Image: The adaptive optics lasers from Keck 2 (left) and Keck 1 (right) shining overhead. Photographer/credit: Andrew Cooper, W.M. Keck Observatory.
May 3, 2011 -- No, that's not a science fiction movie CGI space battle scene, it's actually the view that would have greeted you if you were standing between two telescopes atop Mauna Kea in Hawai'i last month. For the first time, both telescopes of the W. M. Keck Observatory fired their adaptive optics lasers into the night sky after Keck 1 had its state-of-the-art laser switched back on.
The Keck 1 laser was originally fitted and tested last year, but it required an upgrade so sufficient power could be transmitted from the laser to the telescope. Rather than using optical fiber to guide the laser light, a new system of tubes and mirrors (known as a 'free-space transmission system') have been installed. "As we demonstrated last month, it works, we can put full power in the sky," Andrew Cooper, electrical engineer at Keck Observatory, told Discovery News.

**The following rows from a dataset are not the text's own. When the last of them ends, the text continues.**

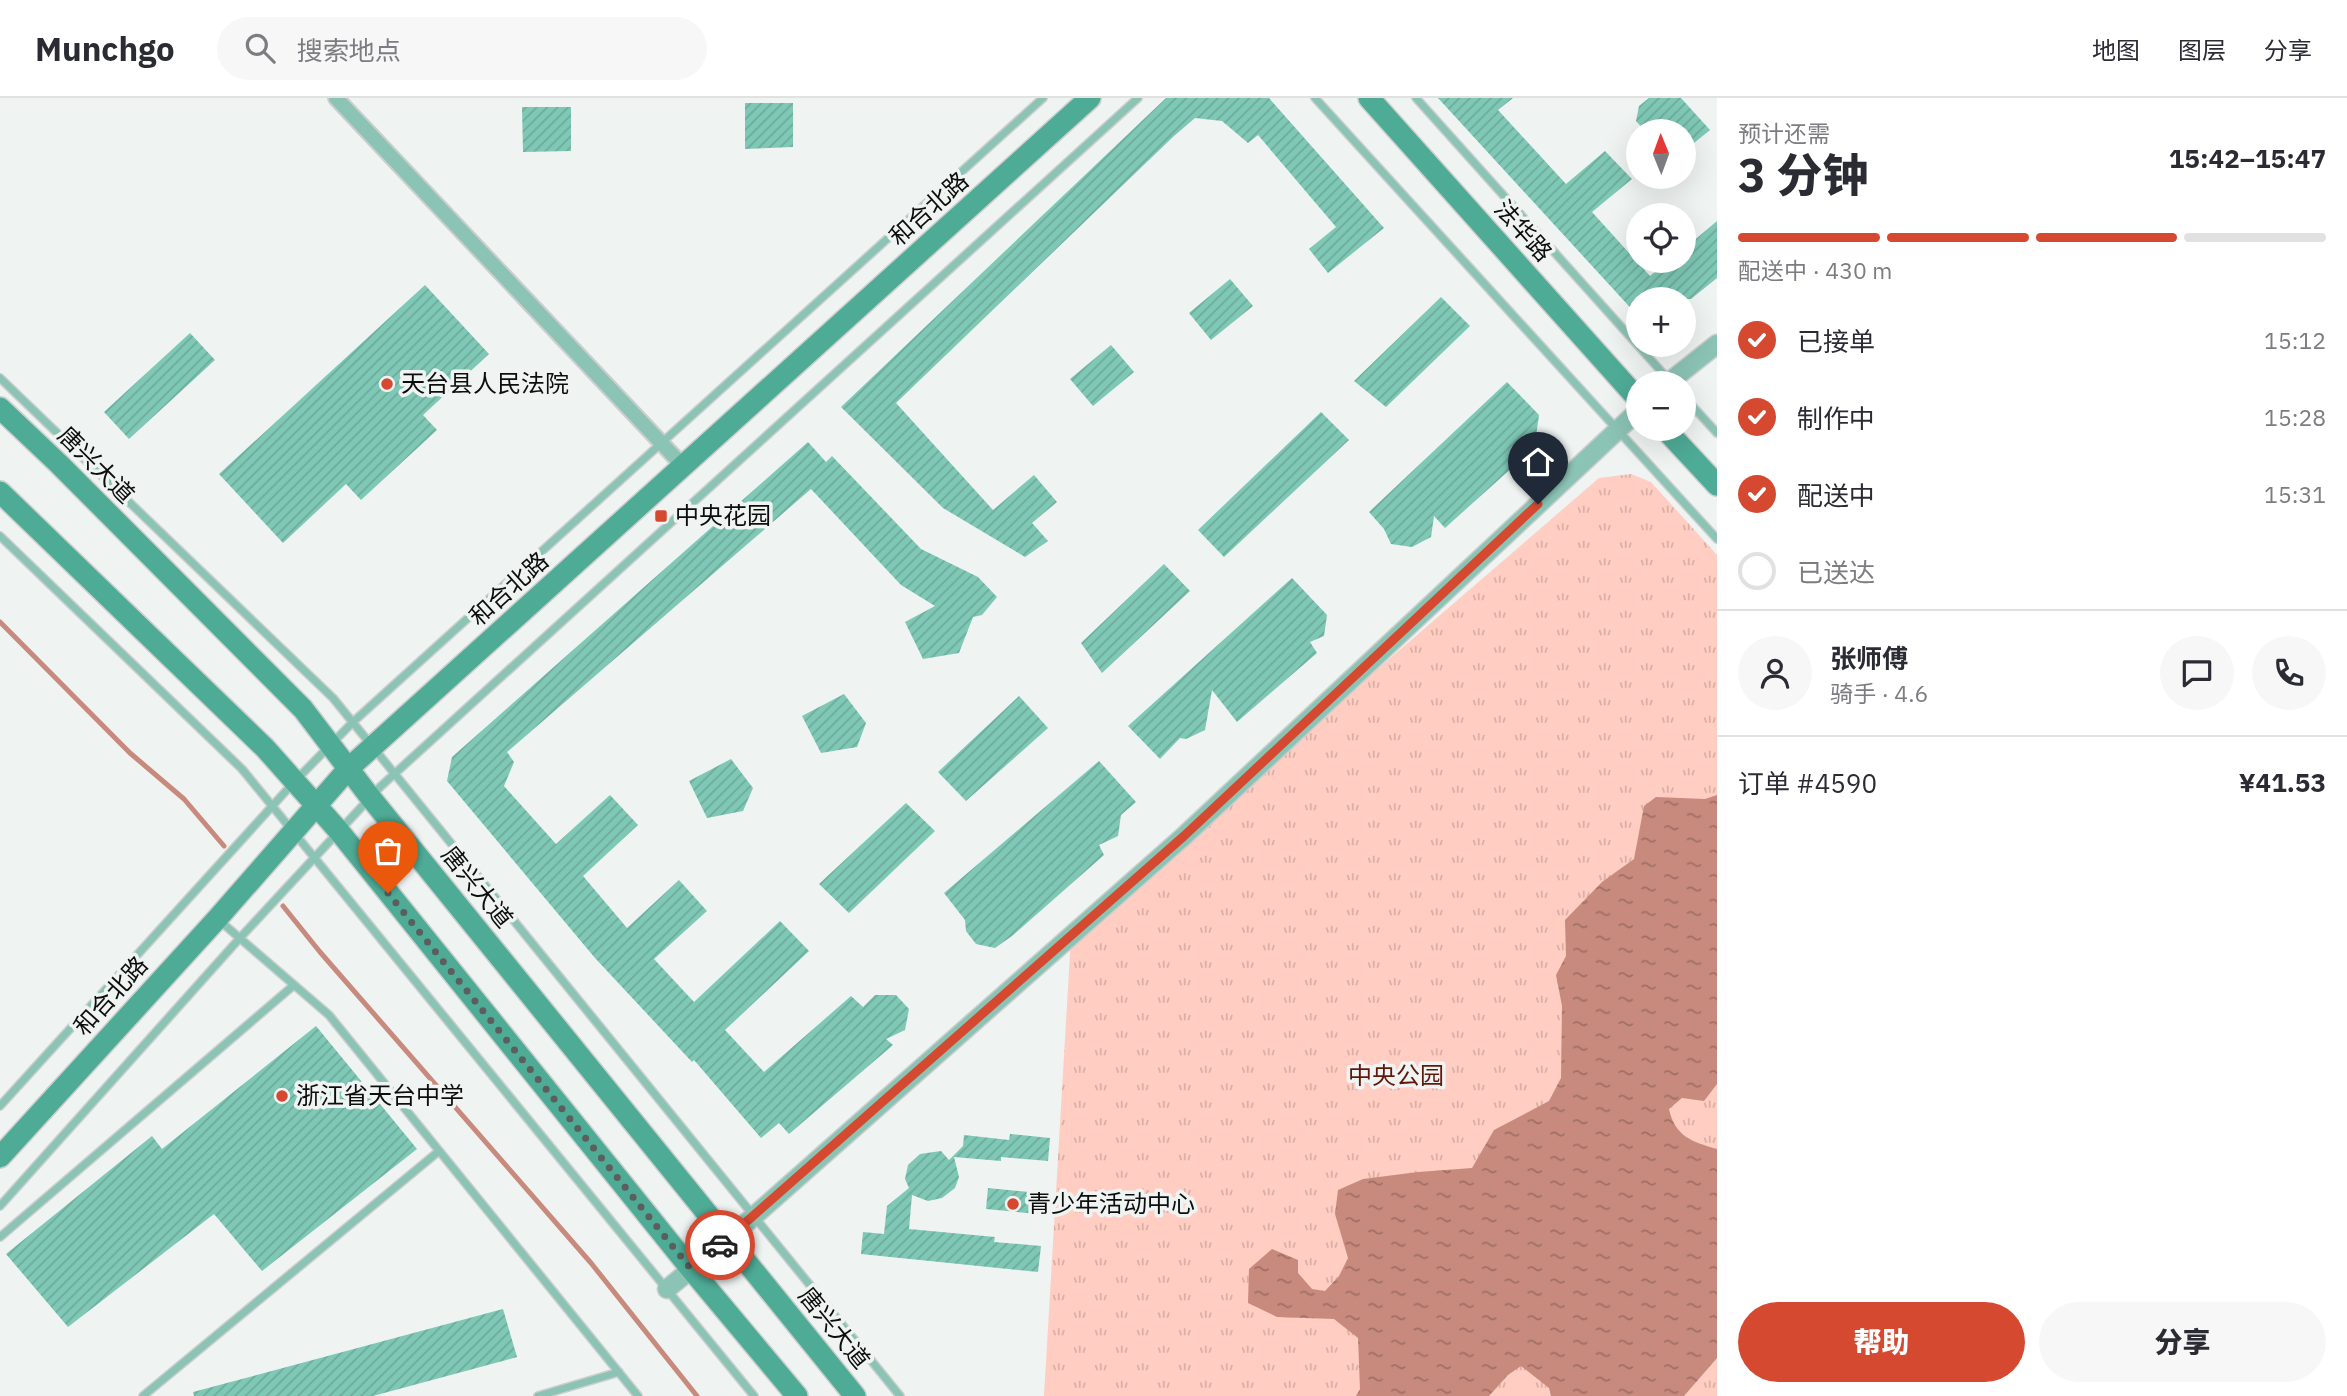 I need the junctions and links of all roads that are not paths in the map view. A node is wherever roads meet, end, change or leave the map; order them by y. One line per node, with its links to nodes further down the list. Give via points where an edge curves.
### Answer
1 (336, 98): 19 (street)
2 (1043, 98): 19 (lane)
3 (1090, 98): 20 (main road, 和合北路)
4 (1138, 98): 29 (lane)
5 (1315, 98): 16 (lane)
6 (1369, 98): 12 (main road, 法华路)
7 (1416, 98): 9 (lane)
8 (1717, 344): 10 (street)
9 (1659, 371)
10 (1684, 371)
11 (0, 378): 25 (lane)
12 (1626, 386)
13 (0, 408): 26 (main road, 唐兴大道, via 293,699)
14 (1696, 410): 17 (lane)
15 (1626, 422): 16 (street)
16 (1617, 430): 24 (lane); 44 (street, via 1184,836)
17 (1717, 433)
18 (1676, 441): 21 (main road)
19 (660, 444): 20 (street); 25 (lane)
20 (684, 467): 27 (main road, 和合北路)
21 (1717, 485)
22 (0, 492): 30 (main road)
23 (0, 536): 33 (lane, via 242,769)
24 (1717, 539)
25 (353, 722): 26 (lane); 27 (lane)
26 (331, 744): 28 (main road, 唐兴大道); 30 (lane)
27 (373, 747): 28 (main road, 和合北路); 29 (lane)
28 (349, 768): 31 (main road, 唐兴大道); 32 (main road, 和合北路)
29 (394, 773): 31 (lane); 44 (lane)
30 (295, 781): 32 (main road); 33 (lane)
31 (370, 797): 34 (lane); 46 (main road, 唐兴大道)
32 (315, 804): 34 (main road); 35 (main road, 和合北路)
33 (272, 806): 35 (lane); 40 (lane)
34 (338, 830): 36 (lane); 47 (main road)
35 (293, 832): 36 (lane); 37 (main road, 和合北路)
36 (314, 857): 38 (lane); 48 (lane)
37 (217, 919): 38 (lane); 42 (main road, 和合北路)
38 (240, 939): 39 (lane); 43 (lane)
39 (294, 985): 41 (lane, via 329,1015); 45 (lane)
40 (0, 1106)
41 (439, 1151): 49 (lane); 50 (lane)
42 (0, 1157)
43 (0, 1206)
44 (754, 1215): 46 (street); 56 (lane)
45 (0, 1237)
46 (728, 1239): 47 (street); 55 (main road, 唐兴大道)
47 (691, 1269): 48 (street); 54 (main road)
48 (667, 1289): 53 (lane)
49 (619, 1372): 51 (lane); 52 (lane)
50 (143, 1396)
51 (538, 1396)
52 (638, 1396)
53 (754, 1396)
54 (797, 1396)
55 (855, 1396)
56 (901, 1396)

"There's still a fair amount of work remaining, some final testing and tweaking before the system is declared operational. We hope to have that done in the next couple months."
Adaptive optics lasers are used by some observatories on Earth to compensate for turbulence in the atmosphere. By firing a laser into the sky, the reflected laser light is received by hi-tech instrumentation that changes the shape of a deformable receiving mirror in real-time. This compensates for the optical aberrations that could render the most powerful ground-based telescopes useless. The result is a crisp image of stars, planets and galaxies that would otherwise have been left to space telescopes -- orbiting high above our troublesome atmosphere -- to capture.